Core Provisions: This Act would amend the Fair Labor Standards Act of 1938 to prohibit discrimination in the payment of wages on the basis of sex, race or national origin. The Act requires employers to provide equal pay for jobs that are comparable in skill, effort, responsibility and working conditions. It also prohibits companies from reducing other employees’ wages to achieve this pay equity. In addition, the Act mandates that employers disclose their job categories and pay scales to the public. Employers would still be able to differentiate in wage rates based on seniority systems, merit systems, and systems that measure earnings by quantity or quality of production. Aggrieved employees would have the choice of filing a charge with the EEOC or proceeding directly to federal court.  The bill would permit compensatory and punitive damages against non-government employers and allow plaintiffs to pursue Rule 23 class actions instead of the present opt-in collective action mechanism used for Equal Pay Act and FLSA actions.

Status: Sen. Harkin (D-IA) introduced S.904 on April 28, 2009 and it was referred to the Committee on Health, Education, Labor, and Pensions. Rep. Norton (D-DC) introduced H.R.2151 on April 28, 2009 and it was referred to the Committee on Education and Labor. Substantially similar legislation was introduced in the 110th Congress, but failed to make it out of committee.

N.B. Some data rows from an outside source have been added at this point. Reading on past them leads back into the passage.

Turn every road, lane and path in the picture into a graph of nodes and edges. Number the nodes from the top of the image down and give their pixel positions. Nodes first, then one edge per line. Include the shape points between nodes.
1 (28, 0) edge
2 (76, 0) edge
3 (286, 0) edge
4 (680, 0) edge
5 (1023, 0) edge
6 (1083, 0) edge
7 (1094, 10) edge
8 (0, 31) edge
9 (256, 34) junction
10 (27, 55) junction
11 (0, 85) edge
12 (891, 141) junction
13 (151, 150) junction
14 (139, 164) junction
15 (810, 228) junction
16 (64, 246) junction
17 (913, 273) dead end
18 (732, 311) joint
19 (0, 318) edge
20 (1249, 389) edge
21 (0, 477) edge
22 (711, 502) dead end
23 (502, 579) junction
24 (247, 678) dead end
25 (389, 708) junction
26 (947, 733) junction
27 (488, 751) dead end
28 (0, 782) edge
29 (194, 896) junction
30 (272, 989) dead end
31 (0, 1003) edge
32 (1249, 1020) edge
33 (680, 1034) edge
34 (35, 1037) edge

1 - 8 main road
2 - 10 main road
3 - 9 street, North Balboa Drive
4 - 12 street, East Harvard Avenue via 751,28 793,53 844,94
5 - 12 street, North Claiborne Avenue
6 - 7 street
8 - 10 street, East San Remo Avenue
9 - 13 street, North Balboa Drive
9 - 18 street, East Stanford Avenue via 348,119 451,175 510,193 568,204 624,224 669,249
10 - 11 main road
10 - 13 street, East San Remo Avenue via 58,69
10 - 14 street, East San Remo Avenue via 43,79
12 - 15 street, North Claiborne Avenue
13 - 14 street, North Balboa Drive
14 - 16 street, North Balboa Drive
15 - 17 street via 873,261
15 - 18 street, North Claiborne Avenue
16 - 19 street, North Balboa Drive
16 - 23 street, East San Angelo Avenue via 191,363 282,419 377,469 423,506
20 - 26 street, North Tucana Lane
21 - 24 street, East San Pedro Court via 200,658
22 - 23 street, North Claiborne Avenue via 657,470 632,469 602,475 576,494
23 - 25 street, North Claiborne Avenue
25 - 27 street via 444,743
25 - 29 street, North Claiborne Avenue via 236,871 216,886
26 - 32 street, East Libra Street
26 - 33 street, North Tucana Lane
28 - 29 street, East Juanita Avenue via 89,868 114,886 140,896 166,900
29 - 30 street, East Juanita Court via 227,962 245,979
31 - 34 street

OSHA Intends to Initiate Rulemaking on Combustible Dust Hazards

OSHA has announced that it intends to issue an Advance Notice of Proposed Rulemaking and to convene meetings to evaluate possible regulatory methods related to combustible dust. The rulemaking and meetings will focus on hazard recognition, assessment, communication, combustible dust definition, and other concerns.

According to OSHA, more than 130 workers have been killed and more than 780 have been injured in combustible dust explosions since 1980. In support of a rulemaking, Secretary of Labor Hilda L. Solis stated, “OSHA is reinvigorating the regulatory process to ensure workers receive the protection they need while also ensuring that employers have the tools needed to make their workplaces safer.”  

This rulemaking comes after Congressional pressure on OSHA to focus on combustible dust. On July 29, 2008, the Senate Subcommittee on Employment and Workplace Safety held a hearing to examine whether OSHA was adequately enforcing its National Emphasis Program for combustible dust. The hearing focused on a February 7, 2008 combustible dust explosion that resulted in 14 fatalities at an Imperial Sugar Company plant.  

On April 30, 2008, the House passed the Combustible Dust Explosion and Fire Prevention Act of 2008.  This Act, if passed by the Senate, would have required OSHA to issue a rule regarding combustible dust. 

On February 4, 2009, Reps. Miller (D-CA), Barrow (D-GA), and Woolsey (D-CA) introduced the Workers Protection Against Combustible Dust Explosions and Fires Act (H.R. 849), which would require the Secretary of Labor to issue interim and final regulations regarding working exposure to combustible dust. On March 23, 2009, the Act was referred to the Subcommittee on Workforce Protections. This legislation is similar to previous legislation passed by the House on April 30, 2008 and referred to the Senate.